He was tried in a case known as the Scopes “Monkey Trial,” which began on July 10, 1925, and ended with his conviction on July 21, 1925. The State of Tennessee, embarrassed by the controversy over the Butler Act, did not appeal the reversal. As a result, there was no U.S. Supreme Court test of the First Amendment issues raised by the law.
Forty-one years later, the U.S. Supreme Court in Epperson v. Arkansas, decided November 12, 1968, declared unconstitutional a similar anti-evolution law unconstitutional.

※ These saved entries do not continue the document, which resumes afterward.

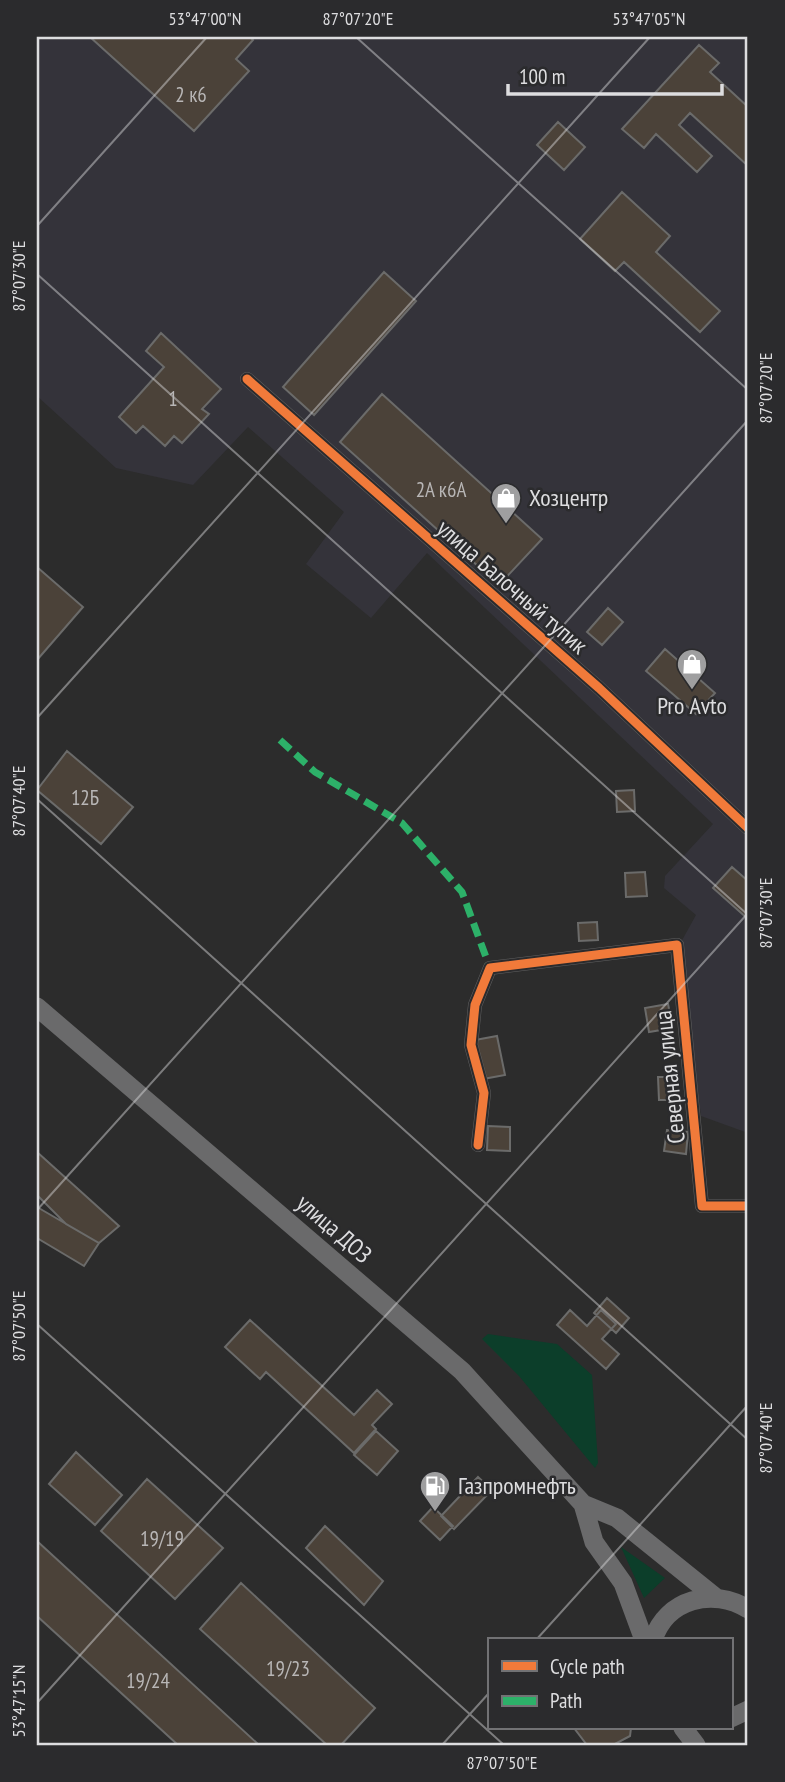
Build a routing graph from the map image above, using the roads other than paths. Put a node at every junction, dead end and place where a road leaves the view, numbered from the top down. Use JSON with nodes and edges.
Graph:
{"nodes":[{"id":1,"x":247,"y":379,"type":"dead end"},
{"id":2,"x":748,"y":828,"type":"edge"},
{"id":3,"x":37,"y":1007,"type":"edge"},
{"id":4,"x":478,"y":1145,"type":"dead end"},
{"id":5,"x":748,"y":1206,"type":"edge"},
{"id":6,"x":583,"y":1504,"type":"junction"},
{"id":7,"x":736,"y":1600,"type":"edge"},
{"id":8,"x":643,"y":1638,"type":"edge"},
{"id":9,"x":654,"y":1638,"type":"edge"},
{"id":10,"x":748,"y":1710,"type":"edge"},
{"id":11,"x":732,"y":1718,"type":"edge"},
{"id":12,"x":685,"y":1730,"type":"edge"},
{"id":13,"x":696,"y":1745,"type":"edge"}],
"edges":[{"from":1,"to":2,"type":"street","name":"улица Балочный тупик"},
{"from":3,"to":6,"type":"main road","name":"улица ДОЗ"},
{"from":4,"to":5,"type":"street","name":"Северная улица"},
{"from":6,"to":7,"type":"main road"},
{"from":6,"to":8,"type":"main road"},
{"from":7,"to":9,"type":"main road"},
{"from":10,"to":11,"type":"main road"},
{"from":12,"to":13,"type":"main road"}]}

Inherit the Wind is a play and a movie based on the famous Scopes trial (see April 21, 1955). While many parts of the plot are inventions and are overly melodramatic, much of the cross-examination of the Bryan character (played by Frederick March) by the Darrow character (played by Spencer Tracy is taken directly from the trial transcript and is riveting.
The battle over science vs. evolution has never ended, however, and religious fundamentalists have continued to devise ways of putting religious doctrine into public school curricula. For the most recent example, see the case of Kitzmiller v. Dover Area School District, decided December 20, 2005, on the issue of “intelligent design.”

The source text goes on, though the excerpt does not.